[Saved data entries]
· · · ·
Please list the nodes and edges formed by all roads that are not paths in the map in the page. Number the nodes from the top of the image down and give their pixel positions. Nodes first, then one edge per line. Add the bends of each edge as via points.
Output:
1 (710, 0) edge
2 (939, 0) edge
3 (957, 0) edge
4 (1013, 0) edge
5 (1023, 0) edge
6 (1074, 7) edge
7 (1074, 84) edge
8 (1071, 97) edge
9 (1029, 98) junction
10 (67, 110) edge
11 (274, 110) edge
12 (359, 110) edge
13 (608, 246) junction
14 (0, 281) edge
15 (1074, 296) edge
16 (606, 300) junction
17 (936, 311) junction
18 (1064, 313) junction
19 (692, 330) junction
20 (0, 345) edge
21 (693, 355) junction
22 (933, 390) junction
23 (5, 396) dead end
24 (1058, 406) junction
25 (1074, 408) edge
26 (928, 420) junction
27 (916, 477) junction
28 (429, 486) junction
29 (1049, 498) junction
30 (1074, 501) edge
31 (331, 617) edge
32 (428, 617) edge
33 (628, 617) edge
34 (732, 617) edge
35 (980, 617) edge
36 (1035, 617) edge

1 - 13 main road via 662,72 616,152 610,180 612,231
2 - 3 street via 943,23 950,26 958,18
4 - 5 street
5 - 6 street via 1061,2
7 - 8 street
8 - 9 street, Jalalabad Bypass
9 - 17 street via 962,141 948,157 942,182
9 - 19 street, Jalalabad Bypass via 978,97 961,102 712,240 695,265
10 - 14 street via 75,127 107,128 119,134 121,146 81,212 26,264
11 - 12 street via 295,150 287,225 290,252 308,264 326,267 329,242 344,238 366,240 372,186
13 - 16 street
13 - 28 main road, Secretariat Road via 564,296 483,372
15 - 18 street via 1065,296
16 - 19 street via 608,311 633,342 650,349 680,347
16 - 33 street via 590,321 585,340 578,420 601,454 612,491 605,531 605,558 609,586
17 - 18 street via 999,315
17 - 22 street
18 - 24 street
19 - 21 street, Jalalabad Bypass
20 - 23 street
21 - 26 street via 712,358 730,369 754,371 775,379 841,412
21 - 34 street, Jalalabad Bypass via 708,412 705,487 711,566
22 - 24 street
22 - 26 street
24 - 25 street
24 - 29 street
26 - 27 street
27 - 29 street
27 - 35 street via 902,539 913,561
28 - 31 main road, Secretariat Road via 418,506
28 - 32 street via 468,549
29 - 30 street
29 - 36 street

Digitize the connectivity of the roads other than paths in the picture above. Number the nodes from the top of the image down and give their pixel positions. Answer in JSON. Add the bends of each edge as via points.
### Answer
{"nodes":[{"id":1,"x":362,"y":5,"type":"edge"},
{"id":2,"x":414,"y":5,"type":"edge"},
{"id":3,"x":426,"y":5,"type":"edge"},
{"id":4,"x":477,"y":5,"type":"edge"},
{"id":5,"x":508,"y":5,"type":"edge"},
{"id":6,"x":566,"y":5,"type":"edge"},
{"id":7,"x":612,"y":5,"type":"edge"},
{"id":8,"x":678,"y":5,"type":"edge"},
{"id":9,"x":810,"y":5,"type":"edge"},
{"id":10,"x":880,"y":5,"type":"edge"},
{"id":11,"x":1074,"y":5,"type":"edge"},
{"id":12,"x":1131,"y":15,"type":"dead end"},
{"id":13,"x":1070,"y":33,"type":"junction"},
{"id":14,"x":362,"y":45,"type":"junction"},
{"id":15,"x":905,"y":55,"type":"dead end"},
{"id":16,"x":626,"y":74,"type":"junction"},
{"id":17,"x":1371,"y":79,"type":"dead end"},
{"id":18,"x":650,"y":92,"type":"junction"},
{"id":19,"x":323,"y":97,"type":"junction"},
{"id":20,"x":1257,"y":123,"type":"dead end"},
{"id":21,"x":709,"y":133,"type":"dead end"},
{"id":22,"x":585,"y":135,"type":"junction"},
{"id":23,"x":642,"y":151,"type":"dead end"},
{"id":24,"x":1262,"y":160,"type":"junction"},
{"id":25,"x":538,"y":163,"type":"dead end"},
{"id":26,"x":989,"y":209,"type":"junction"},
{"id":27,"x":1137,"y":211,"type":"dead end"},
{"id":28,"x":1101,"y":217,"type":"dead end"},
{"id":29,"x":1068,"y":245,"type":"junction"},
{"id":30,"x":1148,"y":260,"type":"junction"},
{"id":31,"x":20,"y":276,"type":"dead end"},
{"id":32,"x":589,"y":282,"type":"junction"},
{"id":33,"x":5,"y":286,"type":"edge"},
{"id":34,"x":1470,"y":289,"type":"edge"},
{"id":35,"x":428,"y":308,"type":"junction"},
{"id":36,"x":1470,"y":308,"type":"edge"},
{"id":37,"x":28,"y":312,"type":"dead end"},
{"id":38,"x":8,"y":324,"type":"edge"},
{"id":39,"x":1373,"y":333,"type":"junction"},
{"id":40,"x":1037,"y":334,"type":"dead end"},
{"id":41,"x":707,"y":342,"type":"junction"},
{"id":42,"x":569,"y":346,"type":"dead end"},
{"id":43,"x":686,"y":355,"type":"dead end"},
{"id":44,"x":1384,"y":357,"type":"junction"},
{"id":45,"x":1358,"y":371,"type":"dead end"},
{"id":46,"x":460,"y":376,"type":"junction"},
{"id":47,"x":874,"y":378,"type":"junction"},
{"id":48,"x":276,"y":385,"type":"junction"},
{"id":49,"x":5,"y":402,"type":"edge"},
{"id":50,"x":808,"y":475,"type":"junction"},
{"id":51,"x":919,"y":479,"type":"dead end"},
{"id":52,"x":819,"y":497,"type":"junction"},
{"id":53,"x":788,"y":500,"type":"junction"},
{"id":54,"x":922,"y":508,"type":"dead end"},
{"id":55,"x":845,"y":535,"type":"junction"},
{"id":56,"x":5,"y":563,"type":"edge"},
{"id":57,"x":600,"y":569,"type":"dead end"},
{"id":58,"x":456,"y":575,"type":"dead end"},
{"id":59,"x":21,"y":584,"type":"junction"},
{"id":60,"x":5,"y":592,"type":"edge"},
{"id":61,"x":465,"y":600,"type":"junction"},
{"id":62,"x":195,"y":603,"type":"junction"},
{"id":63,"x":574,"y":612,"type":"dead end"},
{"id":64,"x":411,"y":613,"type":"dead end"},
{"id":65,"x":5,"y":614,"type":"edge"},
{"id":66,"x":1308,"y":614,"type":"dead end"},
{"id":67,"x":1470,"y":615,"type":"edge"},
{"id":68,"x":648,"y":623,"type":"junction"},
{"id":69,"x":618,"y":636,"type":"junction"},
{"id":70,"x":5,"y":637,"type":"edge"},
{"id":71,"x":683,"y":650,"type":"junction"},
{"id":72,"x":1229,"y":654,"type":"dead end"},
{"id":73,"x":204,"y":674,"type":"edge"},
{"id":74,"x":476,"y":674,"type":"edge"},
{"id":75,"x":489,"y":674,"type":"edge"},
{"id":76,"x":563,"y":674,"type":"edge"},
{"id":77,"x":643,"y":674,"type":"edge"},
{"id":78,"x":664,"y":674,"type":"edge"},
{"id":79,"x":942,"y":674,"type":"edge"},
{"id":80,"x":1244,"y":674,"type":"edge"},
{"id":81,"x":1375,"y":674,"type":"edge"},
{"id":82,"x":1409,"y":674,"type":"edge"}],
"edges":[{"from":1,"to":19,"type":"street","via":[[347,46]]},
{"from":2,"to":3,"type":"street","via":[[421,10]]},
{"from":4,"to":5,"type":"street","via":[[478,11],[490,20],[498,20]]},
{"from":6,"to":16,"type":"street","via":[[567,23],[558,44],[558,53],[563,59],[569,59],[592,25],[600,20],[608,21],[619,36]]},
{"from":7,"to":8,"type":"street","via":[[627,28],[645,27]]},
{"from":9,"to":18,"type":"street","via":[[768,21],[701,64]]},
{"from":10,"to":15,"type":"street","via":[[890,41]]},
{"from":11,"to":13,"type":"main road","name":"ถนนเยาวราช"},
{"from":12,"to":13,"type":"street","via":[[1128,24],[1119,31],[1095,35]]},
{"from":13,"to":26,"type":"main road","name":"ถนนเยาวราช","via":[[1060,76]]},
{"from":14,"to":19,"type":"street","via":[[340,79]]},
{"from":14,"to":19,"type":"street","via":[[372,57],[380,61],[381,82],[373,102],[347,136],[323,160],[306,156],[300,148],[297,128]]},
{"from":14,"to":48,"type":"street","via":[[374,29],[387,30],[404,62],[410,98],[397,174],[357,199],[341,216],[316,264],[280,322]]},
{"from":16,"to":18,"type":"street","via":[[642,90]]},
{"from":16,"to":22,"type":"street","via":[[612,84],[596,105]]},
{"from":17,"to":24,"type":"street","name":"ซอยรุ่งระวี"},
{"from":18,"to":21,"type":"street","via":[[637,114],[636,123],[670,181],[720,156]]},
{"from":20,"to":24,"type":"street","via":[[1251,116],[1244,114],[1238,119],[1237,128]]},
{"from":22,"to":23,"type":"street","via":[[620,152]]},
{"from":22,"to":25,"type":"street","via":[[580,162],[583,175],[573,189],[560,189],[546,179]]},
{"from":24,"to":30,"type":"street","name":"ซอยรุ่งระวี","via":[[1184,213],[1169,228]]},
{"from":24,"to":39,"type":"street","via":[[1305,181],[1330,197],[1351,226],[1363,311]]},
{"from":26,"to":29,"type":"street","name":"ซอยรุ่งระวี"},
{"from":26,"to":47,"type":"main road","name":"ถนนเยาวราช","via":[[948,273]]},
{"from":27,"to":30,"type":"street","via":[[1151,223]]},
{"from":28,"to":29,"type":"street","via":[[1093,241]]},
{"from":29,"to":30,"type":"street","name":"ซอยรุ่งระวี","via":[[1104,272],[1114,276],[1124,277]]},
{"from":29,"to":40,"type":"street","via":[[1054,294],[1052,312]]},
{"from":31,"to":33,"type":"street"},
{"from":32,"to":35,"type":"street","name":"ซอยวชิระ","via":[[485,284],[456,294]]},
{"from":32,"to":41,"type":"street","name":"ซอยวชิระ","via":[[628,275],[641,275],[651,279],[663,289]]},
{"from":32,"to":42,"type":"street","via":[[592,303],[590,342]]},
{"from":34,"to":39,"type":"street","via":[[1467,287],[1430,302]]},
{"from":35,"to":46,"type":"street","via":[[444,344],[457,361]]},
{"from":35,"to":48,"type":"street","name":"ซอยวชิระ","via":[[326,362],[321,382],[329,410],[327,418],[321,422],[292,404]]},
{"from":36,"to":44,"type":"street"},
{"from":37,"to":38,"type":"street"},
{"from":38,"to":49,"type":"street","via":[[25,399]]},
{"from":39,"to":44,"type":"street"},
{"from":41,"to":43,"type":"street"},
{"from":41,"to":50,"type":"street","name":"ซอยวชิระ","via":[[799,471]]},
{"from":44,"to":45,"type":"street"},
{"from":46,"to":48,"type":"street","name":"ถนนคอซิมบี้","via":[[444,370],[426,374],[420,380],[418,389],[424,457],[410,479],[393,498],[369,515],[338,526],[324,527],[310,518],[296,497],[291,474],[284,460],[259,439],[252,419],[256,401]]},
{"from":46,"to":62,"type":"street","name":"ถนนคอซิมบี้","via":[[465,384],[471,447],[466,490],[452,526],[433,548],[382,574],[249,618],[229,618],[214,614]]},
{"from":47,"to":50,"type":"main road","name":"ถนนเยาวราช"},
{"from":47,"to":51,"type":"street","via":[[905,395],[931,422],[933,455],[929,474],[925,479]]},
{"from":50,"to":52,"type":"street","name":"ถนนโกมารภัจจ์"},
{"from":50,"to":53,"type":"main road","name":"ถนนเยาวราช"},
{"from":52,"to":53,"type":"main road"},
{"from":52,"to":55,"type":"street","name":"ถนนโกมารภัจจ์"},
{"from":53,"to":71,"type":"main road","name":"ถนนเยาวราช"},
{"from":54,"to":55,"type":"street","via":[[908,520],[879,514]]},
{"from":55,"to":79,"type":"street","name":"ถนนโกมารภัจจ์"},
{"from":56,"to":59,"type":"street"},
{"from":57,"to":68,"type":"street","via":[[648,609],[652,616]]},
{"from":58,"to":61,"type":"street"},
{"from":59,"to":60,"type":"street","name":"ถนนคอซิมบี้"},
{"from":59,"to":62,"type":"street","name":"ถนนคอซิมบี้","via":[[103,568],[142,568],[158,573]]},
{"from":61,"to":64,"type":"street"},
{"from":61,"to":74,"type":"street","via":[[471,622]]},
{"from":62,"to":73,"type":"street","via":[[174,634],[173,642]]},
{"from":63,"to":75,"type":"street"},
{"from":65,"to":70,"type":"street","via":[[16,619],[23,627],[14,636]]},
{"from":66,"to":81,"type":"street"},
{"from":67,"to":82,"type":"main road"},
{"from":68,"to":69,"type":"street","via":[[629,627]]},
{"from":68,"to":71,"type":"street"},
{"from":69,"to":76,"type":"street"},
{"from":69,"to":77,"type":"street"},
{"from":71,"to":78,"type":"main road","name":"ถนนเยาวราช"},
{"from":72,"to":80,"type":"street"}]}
· · · ·
** TRY IT **
Show a copy of each line from the records above in which the string "Bypass" occurs.

** ANSWER TO THE EXERCISE **
8 - 9 street, Jalalabad Bypass
9 - 19 street, Jalalabad Bypass via 978,97 961,102 712,240 695,265
19 - 21 street, Jalalabad Bypass
21 - 34 street, Jalalabad Bypass via 708,412 705,487 711,566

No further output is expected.